The defense was in panic mode nearly from the opening kickoff and Kyle Shannahan was one-step ahead of Ken Norton Jr's defense on nearly every play.
The offense showed flashes of inspired play, but struggled for consistency. With the defense unable to make any stops even on long fields, offense was forced into 4th down calls. Unlike Week 1, Derek and the offense did not have one last chance to win it at the end.
This was an important game, though. It exposed major flaws in how the defense is playing at all facets and now the correction and teaching comes into play. Coach Del Rio and Coach Norton as well as the position coaches are going to clean up what happened. It's important because now it can be addressed and teams like Kansas City and particularly Denver (Kubiak's offense has many of these same principles) will potentially pose similar challenges.

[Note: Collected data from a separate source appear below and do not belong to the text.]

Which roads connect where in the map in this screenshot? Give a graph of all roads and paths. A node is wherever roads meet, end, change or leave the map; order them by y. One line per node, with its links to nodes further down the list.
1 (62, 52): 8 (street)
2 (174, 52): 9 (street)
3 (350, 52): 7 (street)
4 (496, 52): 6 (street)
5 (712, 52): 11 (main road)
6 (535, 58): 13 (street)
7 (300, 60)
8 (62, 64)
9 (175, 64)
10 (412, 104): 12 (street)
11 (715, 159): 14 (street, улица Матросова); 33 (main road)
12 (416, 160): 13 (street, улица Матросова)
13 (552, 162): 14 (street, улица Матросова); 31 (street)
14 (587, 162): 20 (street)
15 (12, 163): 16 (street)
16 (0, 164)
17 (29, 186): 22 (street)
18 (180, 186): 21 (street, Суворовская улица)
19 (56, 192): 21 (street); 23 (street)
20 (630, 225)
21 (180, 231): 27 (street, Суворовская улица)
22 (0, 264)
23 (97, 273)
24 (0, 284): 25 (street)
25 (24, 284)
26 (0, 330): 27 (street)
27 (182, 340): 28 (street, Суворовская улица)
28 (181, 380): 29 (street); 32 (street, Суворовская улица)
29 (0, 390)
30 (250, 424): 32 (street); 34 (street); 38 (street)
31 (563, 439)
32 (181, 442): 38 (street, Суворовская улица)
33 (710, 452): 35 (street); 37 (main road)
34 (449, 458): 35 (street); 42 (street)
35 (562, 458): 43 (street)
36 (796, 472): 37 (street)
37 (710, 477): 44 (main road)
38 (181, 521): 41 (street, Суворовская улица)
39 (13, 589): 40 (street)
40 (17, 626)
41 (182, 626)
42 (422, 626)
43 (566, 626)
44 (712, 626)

I have faith that the team will continue to grow and come together. I think around midseason and the latter half, this defense is going to look a lot better.
Panic or Don't Panic?
In mathematics and computer science, there's something called "Optimal Halting Theory". It is concerned with the best approach to the problem of making a choice from options that are presented one at a time, the most famous example is "The Secretary Problem".
According to Optimal Halting Theory, the best approach is to use the first 37% of choices as a baselining period and then to make the selection only after that. In applying that to NFL games, we should consider the first 6 games as the baselining period and take that time to realize that we are still figuring out what kind of team the Raiders are.
After that, let's panic, riot, or celebrate.